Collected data
□ □ □

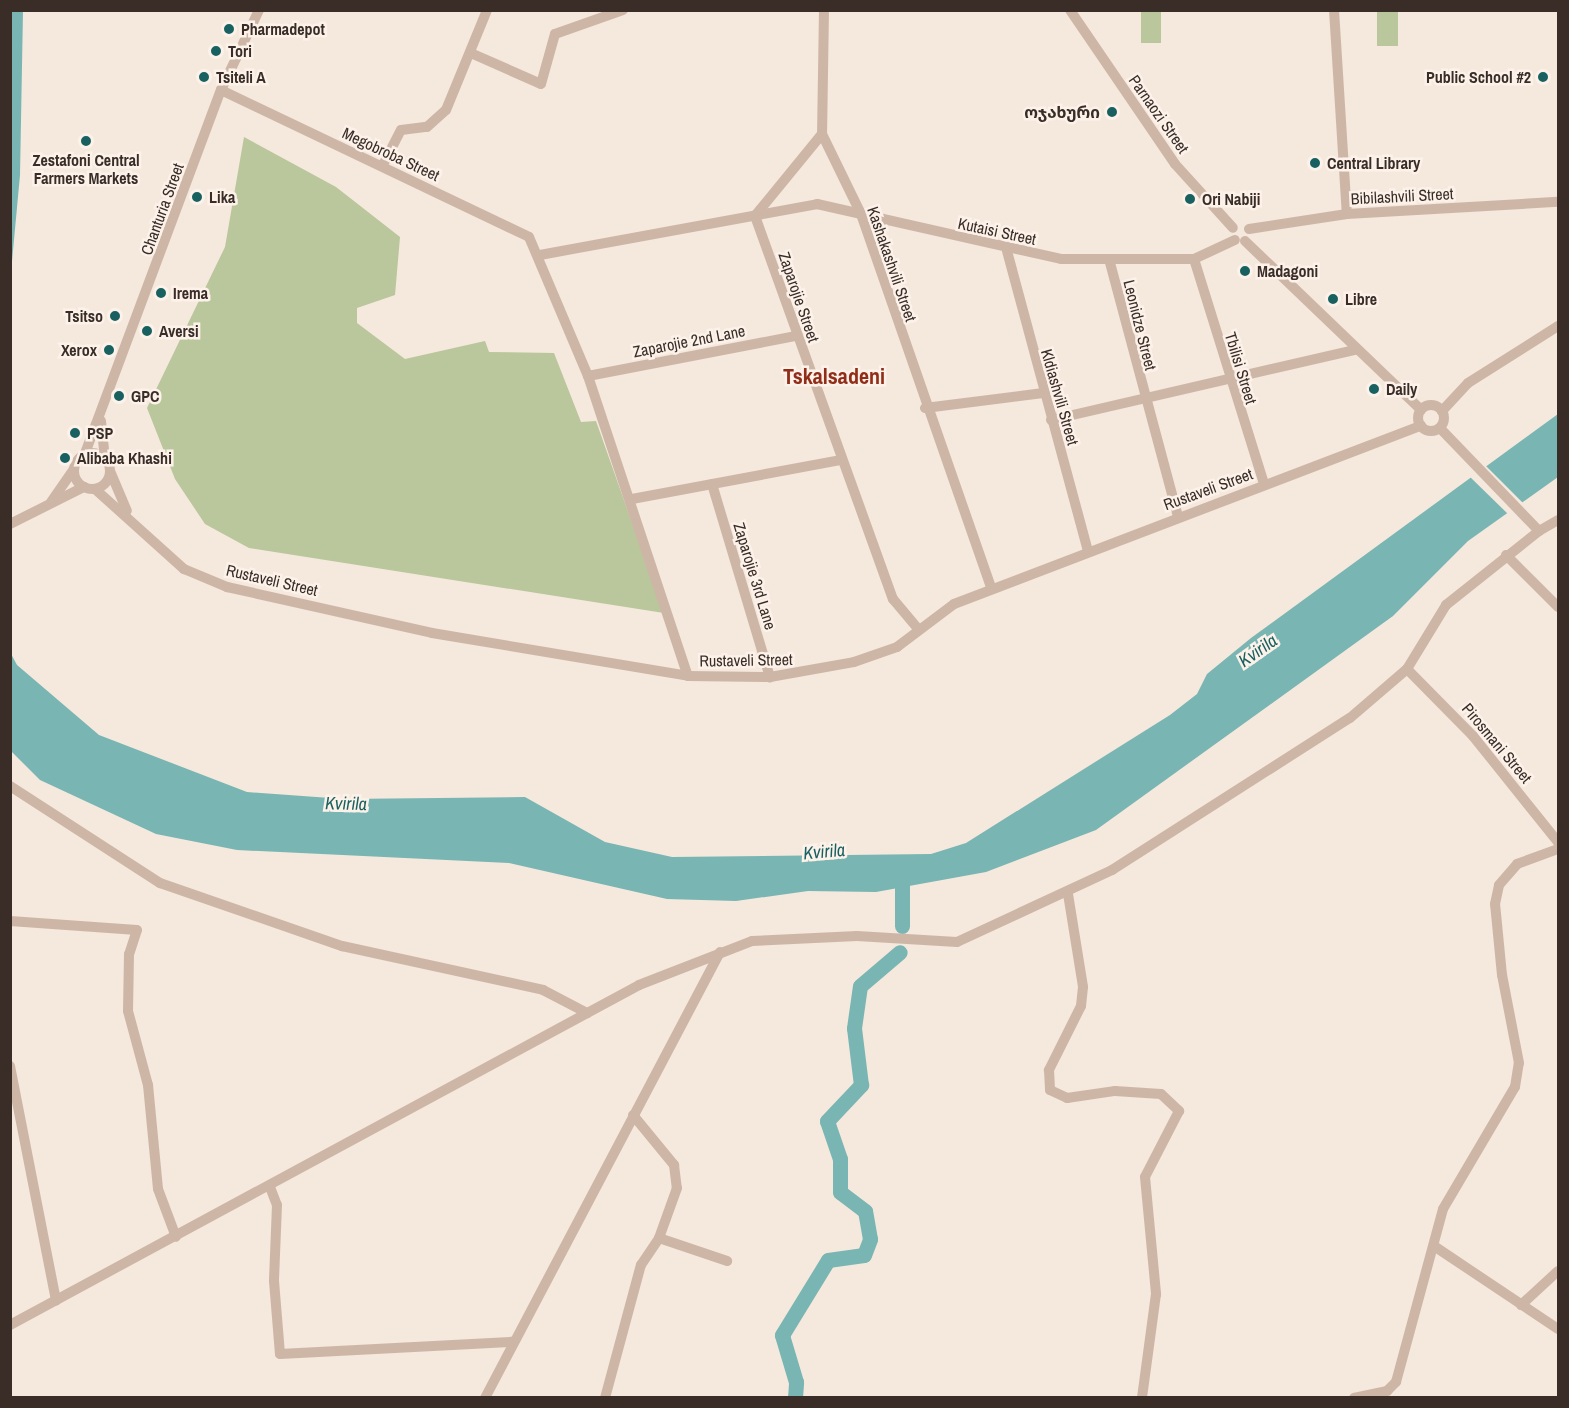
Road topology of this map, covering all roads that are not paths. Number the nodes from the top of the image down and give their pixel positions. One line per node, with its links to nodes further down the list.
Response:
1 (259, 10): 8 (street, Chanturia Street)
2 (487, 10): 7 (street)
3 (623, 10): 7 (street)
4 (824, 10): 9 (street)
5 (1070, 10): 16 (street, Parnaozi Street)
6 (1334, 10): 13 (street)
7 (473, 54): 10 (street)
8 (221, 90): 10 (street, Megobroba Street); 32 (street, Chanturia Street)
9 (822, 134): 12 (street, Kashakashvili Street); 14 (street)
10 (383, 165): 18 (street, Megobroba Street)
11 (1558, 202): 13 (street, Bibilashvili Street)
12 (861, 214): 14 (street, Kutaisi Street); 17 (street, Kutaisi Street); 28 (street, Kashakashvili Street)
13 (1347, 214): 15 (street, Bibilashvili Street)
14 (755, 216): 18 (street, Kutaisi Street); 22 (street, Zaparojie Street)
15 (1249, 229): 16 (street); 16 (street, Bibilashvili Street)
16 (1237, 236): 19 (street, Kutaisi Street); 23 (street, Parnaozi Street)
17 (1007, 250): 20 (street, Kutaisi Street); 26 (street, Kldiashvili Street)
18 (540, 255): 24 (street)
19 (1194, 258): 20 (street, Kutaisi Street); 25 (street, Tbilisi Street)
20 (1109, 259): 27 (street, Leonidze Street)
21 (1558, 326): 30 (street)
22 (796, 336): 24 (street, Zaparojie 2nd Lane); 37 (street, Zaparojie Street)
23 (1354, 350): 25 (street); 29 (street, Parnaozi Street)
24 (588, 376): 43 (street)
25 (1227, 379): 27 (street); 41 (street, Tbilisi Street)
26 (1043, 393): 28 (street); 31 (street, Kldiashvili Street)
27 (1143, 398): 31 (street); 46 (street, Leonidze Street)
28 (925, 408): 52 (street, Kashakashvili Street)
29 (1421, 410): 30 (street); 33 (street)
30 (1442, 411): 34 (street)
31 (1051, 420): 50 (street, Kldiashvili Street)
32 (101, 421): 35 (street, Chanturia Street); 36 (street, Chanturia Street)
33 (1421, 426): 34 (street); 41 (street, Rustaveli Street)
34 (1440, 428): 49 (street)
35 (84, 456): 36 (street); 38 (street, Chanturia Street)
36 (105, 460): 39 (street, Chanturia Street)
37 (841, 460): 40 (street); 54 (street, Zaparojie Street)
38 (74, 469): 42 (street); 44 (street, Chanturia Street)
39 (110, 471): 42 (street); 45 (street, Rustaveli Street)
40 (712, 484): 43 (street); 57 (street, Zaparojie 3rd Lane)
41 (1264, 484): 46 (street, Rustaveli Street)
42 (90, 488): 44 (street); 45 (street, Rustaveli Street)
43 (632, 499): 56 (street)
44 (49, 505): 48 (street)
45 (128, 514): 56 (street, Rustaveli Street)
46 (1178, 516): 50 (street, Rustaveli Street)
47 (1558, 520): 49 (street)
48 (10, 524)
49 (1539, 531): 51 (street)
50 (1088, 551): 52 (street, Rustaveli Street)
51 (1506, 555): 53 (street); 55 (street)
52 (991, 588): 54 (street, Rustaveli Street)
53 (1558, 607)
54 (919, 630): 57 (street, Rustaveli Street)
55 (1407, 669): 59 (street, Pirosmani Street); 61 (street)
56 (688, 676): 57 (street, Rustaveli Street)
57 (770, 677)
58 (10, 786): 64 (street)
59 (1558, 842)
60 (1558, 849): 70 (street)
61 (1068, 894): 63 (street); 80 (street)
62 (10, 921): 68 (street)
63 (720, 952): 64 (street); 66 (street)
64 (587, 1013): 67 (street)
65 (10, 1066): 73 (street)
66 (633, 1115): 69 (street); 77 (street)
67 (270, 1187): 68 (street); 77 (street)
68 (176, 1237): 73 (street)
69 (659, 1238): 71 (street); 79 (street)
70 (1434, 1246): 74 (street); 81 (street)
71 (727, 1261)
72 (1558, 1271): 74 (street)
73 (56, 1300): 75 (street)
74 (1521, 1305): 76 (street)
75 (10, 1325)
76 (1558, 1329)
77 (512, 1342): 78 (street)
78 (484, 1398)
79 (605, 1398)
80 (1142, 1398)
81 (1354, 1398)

□ □ □

* **Exercise description**:
Please reproduce the records above exactly, omitting every picture.

* **Answer to this task**:
Road topology of this map, covering all roads that are not paths. Number the nodes from the top of the image down and give their pixel positions. One line per node, with its links to nodes further down the list.
Response:
1 (259, 10): 8 (street, Chanturia Street)
2 (487, 10): 7 (street)
3 (623, 10): 7 (street)
4 (824, 10): 9 (street)
5 (1070, 10): 16 (street, Parnaozi Street)
6 (1334, 10): 13 (street)
7 (473, 54): 10 (street)
8 (221, 90): 10 (street, Megobroba Street); 32 (street, Chanturia Street)
9 (822, 134): 12 (street, Kashakashvili Street); 14 (street)
10 (383, 165): 18 (street, Megobroba Street)
11 (1558, 202): 13 (street, Bibilashvili Street)
12 (861, 214): 14 (street, Kutaisi Street); 17 (street, Kutaisi Street); 28 (street, Kashakashvili Street)
13 (1347, 214): 15 (street, Bibilashvili Street)
14 (755, 216): 18 (street, Kutaisi Street); 22 (street, Zaparojie Street)
15 (1249, 229): 16 (street); 16 (street, Bibilashvili Street)
16 (1237, 236): 19 (street, Kutaisi Street); 23 (street, Parnaozi Street)
17 (1007, 250): 20 (street, Kutaisi Street); 26 (street, Kldiashvili Street)
18 (540, 255): 24 (street)
19 (1194, 258): 20 (street, Kutaisi Street); 25 (street, Tbilisi Street)
20 (1109, 259): 27 (street, Leonidze Street)
21 (1558, 326): 30 (street)
22 (796, 336): 24 (street, Zaparojie 2nd Lane); 37 (street, Zaparojie Street)
23 (1354, 350): 25 (street); 29 (street, Parnaozi Street)
24 (588, 376): 43 (street)
25 (1227, 379): 27 (street); 41 (street, Tbilisi Street)
26 (1043, 393): 28 (street); 31 (street, Kldiashvili Street)
27 (1143, 398): 31 (street); 46 (street, Leonidze Street)
28 (925, 408): 52 (street, Kashakashvili Street)
29 (1421, 410): 30 (street); 33 (street)
30 (1442, 411): 34 (street)
31 (1051, 420): 50 (street, Kldiashvili Street)
32 (101, 421): 35 (street, Chanturia Street); 36 (street, Chanturia Street)
33 (1421, 426): 34 (street); 41 (street, Rustaveli Street)
34 (1440, 428): 49 (street)
35 (84, 456): 36 (street); 38 (street, Chanturia Street)
36 (105, 460): 39 (street, Chanturia Street)
37 (841, 460): 40 (street); 54 (street, Zaparojie Street)
38 (74, 469): 42 (street); 44 (street, Chanturia Street)
39 (110, 471): 42 (street); 45 (street, Rustaveli Street)
40 (712, 484): 43 (street); 57 (street, Zaparojie 3rd Lane)
41 (1264, 484): 46 (street, Rustaveli Street)
42 (90, 488): 44 (street); 45 (street, Rustaveli Street)
43 (632, 499): 56 (street)
44 (49, 505): 48 (street)
45 (128, 514): 56 (street, Rustaveli Street)
46 (1178, 516): 50 (street, Rustaveli Street)
47 (1558, 520): 49 (street)
48 (10, 524)
49 (1539, 531): 51 (street)
50 (1088, 551): 52 (street, Rustaveli Street)
51 (1506, 555): 53 (street); 55 (street)
52 (991, 588): 54 (street, Rustaveli Street)
53 (1558, 607)
54 (919, 630): 57 (street, Rustaveli Street)
55 (1407, 669): 59 (street, Pirosmani Street); 61 (street)
56 (688, 676): 57 (street, Rustaveli Street)
57 (770, 677)
58 (10, 786): 64 (street)
59 (1558, 842)
60 (1558, 849): 70 (street)
61 (1068, 894): 63 (street); 80 (street)
62 (10, 921): 68 (street)
63 (720, 952): 64 (street); 66 (street)
64 (587, 1013): 67 (street)
65 (10, 1066): 73 (street)
66 (633, 1115): 69 (street); 77 (street)
67 (270, 1187): 68 (street); 77 (street)
68 (176, 1237): 73 (street)
69 (659, 1238): 71 (street); 79 (street)
70 (1434, 1246): 74 (street); 81 (street)
71 (727, 1261)
72 (1558, 1271): 74 (street)
73 (56, 1300): 75 (street)
74 (1521, 1305): 76 (street)
75 (10, 1325)
76 (1558, 1329)
77 (512, 1342): 78 (street)
78 (484, 1398)
79 (605, 1398)
80 (1142, 1398)
81 (1354, 1398)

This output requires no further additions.